Tim Moose, Deputy Secretary of Operations for NC Public Safety, Tracy Lee, Director of Community Corrections, Chris Oxendine, Deputy Director of Community Corrections, and Angela Brewer, Assistant Judicial District Manager for District 10, rounded out our group. Each added perspective about probation operations that could never be gleaned from a book of statutes (or even the internet).

We ended our time at Community Corrections with a trip to the Correction Enterprises showroom. You can read more about that operation here. Like any good chaperone, I limited my charges to 10 minutes in what I called the “probation gift shop.”  I had to drag them out of there. Fortunately, no one had time to buy a fire pit to load in the van for the ride back to Chapel Hill.

At the end of the day. It was inspiring to see a group of dedicated people gather to learn from others—and each other—about the laws and procedures that play such a central role in the administration of justice. There are days when the work I do is rewarding beyond measure because it affords me a bird’s eye view of the commitment our state’s public servants have to improving lives and communities in North Carolina.

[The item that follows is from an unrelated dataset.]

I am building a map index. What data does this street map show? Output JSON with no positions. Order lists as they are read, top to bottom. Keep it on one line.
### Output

Today was one of those days.

3 comments on “Field Trip to Community Corrections

  1. Why they go to the jail system, they don’t put no one in them

  2. Seeing is believing . It would be better to review a case and compare it to one of the Written Probation Reports. Chances are 95.% of 100, it written in accurate and most likely the probationer had been violated.

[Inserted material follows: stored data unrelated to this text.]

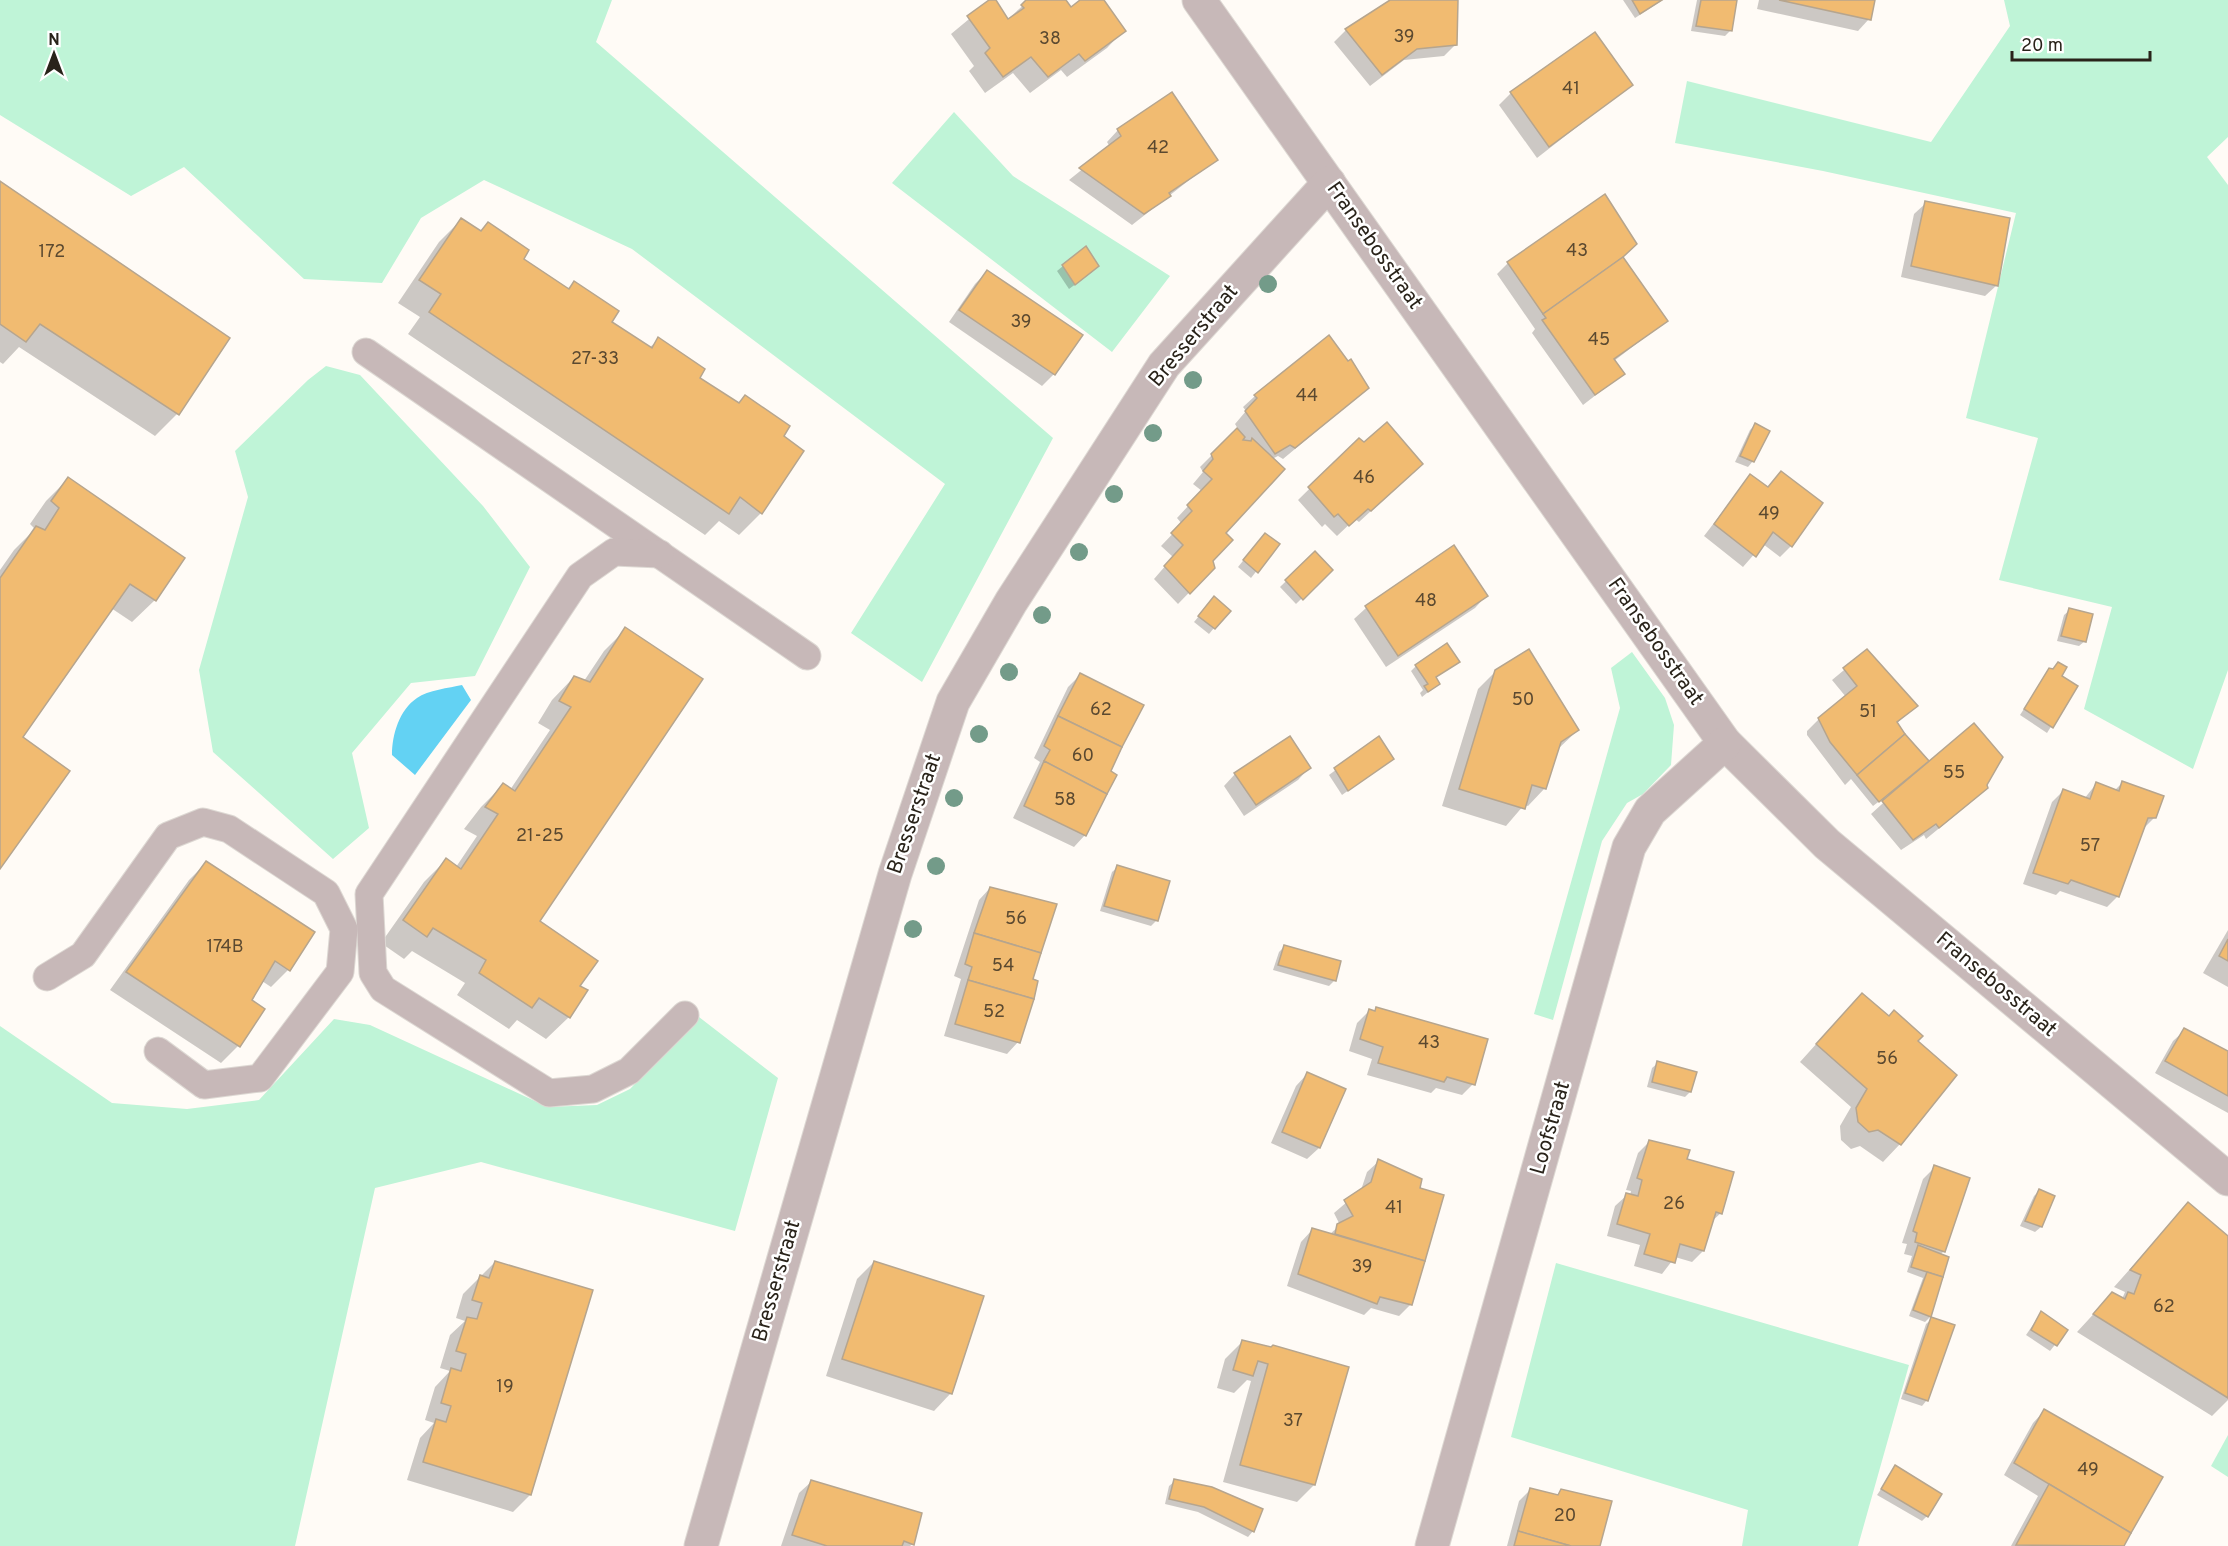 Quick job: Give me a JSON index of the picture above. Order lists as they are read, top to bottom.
{
  "streets": {
    "street": ["Fransebosstraat", "Bresserstraat", "Loofstraat"]
  },
  "crossings": [
    ["Fransebosstraat", "Bresserstraat"],
    ["Fransebosstraat", "Loofstraat"]
  ],
  "house_numbers": [
    "39",
    "38",
    "41",
    "42",
    "43",
    "172",
    "39",
    "45",
    "27-33",
    "44",
    "46",
    "49",
    "48",
    "50",
    "62",
    "51",
    "60",
    "55",
    "58",
    "21-25",
    "57",
    "56",
    "174B",
    "54",
    "52",
    "43",
    "56",
    "26",
    "41",
    "39",
    "62",
    "19",
    "37",
    "49",
    "20"
  ],
  "scale_bar": "20 m",
  "north": "top"
}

    There is a high reoccurrence to incaraceration. Has anyone investigated the accuracy of the written reports.

    This country believe in extreme punishment and of course the prisons has no problem, each returnee is a deposit for the county.

    Proposition 47, AB261 has little release for the incarcerated, When the prison has a separate agenda.

    What does remorse look like , should it had a face or words after a lengthy imprisonment.

    Yes ! Do more than just a visit compare the cases with the written probation reports .

    There are many who paper work is inked up, picture look real, and it’s translated to legal system… trump up overwhelmingly so.

  3. Question: can I get a group of Judges to ride along with me just for a day to watch and see the injustices that happen at the hand of our government all the time. We will start our trip at night ( Saturday night) in a turned out van, and we will drive through some low income neighborhoods , watch how many times we get stopped, watch how many roadblocks we run into-with drug dogs (remember we do not have that plate on our turned out van telling law enforcement that we are judges). Watch what happens when we say “we know our rights”, and we are told that we are being difficult and that we will have the magistrate set a high bond due to fact we were being difficult. watch as we go to jail and are cussed at and told how sorry we are!!!! Watch when we make our first appearance and the judge and DA do not review our the bond; watch how a class 2 misdemeanor brings a bond of 5000 to 10,000 dollars yet nothing is done to lower that bond; watch how we go to jail and are not allowed our blood pressure medicine; watch how we go to court and the JUDGE always rules for the State; watch how the judge calls the institute of government and is told the case law is for the state; that evidence comes into the courtroom, that roadblock is great, that suppression motion is invalid; watch how JUNK science is allowed into the court. (HGN, etc etc) watch how u get found guilty even though beyond a reasonable doubt is a very very high standard ( remember people must get reelected). watch how we get high fines and costs (oops thats ok we are a van full of judges we make good money). watch how we get placed on probation and get an officer that tells us he will send us back to jail as quick as possible. watch us take a drug test and are told we failed it by a test that is only 50% accurate. This is a more accurate road trip then the one above. This field trip( SOG field trip) is not real life; why didn’t you take some defense attorneys or some people on probation, to get the entire story. This was a make us feel good trip!!!!! This trips only purpose was to get the judges thinking that they are with this team called the STATE.